Mamãe é esbelta, de cabelos negros enrolados em um coque, olhar doce e voz firme. O Sr. Edgar é atrapalhado, volta e meia quebra uma porcelana, mas é um homem bom e um bom amigo, ajuda mamãe ficar de olho em mim.

Ao longo desse tempo que estou reclusa, observei coisas estranhas na mansão. Várias vezes coloco minhas coisas em um lugar e elas aparecem em outro ou somem. Eu vivo aqui há tanto tempo que poderia jurar que essas paredes eram azuis. Eu sou um pouco supersticiosa, porém mamãe não é, ela diz que sou esquecida e bagunceira, apenas isso. Eu sei que não é somente isso. A única coisa que não muda é o vitral. Lindo. Com a chegada dos Blaters, pela janela eu via Camila, filha única do casal, brincar no pomar, mas eu não podia ir até lá. Sempre a observava. Até que um dia ela acenou para mim, e assim começou nossa amizade. Camila vinha quase todos os dias em meu quarto para brincarmos, nós fazíamos desenhos e conversávamos.

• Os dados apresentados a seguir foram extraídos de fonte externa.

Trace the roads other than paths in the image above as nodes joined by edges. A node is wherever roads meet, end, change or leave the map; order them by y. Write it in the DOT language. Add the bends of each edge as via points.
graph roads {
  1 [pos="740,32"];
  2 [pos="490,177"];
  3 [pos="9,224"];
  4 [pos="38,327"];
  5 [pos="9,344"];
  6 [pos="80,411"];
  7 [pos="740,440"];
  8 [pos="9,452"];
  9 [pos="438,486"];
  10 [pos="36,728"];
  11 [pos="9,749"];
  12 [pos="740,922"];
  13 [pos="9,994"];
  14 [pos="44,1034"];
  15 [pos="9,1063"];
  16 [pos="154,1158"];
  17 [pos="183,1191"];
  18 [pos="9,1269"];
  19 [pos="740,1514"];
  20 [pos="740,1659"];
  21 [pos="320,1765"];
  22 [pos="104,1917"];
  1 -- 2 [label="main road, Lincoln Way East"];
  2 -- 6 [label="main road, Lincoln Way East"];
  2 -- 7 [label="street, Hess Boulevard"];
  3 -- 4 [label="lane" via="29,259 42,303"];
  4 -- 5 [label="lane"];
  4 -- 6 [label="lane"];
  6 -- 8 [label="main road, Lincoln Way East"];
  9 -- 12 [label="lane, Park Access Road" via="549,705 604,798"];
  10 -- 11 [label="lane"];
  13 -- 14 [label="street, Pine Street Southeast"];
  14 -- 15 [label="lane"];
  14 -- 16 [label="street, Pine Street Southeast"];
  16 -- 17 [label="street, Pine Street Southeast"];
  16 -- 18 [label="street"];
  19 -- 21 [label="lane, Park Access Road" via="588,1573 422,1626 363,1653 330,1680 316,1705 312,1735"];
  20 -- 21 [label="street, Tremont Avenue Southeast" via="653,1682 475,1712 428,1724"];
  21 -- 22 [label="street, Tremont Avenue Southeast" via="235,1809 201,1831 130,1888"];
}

Ela gostava do meu vestido lilás e da presilha com uma pequena margarida na ponta que eu usava, dizia que combinava com minha pele clara e meus longos cabelos castanhos. Camila também era bonita, com seu cabelo cor de fogo e seus grandes olhos mais azuis que o céu, só ficaria mais bonita se ao invés de usar calças comprimidas, usasse um vestido bem florido. Papai dizia que meninas são princesas e princesas se vestem de flores, disso eu me lembro bem.

Camila me contava sobre coisas lá de fora. Disse que na casa rosa, à esquerda da minha janela, morava uma senhora de cinquenta e poucos anos, vivia sozinha, sem marido e nem filhos, chamava-se Ilda. Além de muito querida, tinha um belo jardim com muitas flores coloridas que exalavam um perfume que enchia a alma de felicidade. Disse que contou sobre nossa amizade a ela e também que eu gostava muito de flores, contou minha história e como eu vivia, ela se emocionou, disse Camila. Dona Ilda relatou que já havia me visto, observando o dia através do vitral. E penso que também já posso tê-la visto passeando.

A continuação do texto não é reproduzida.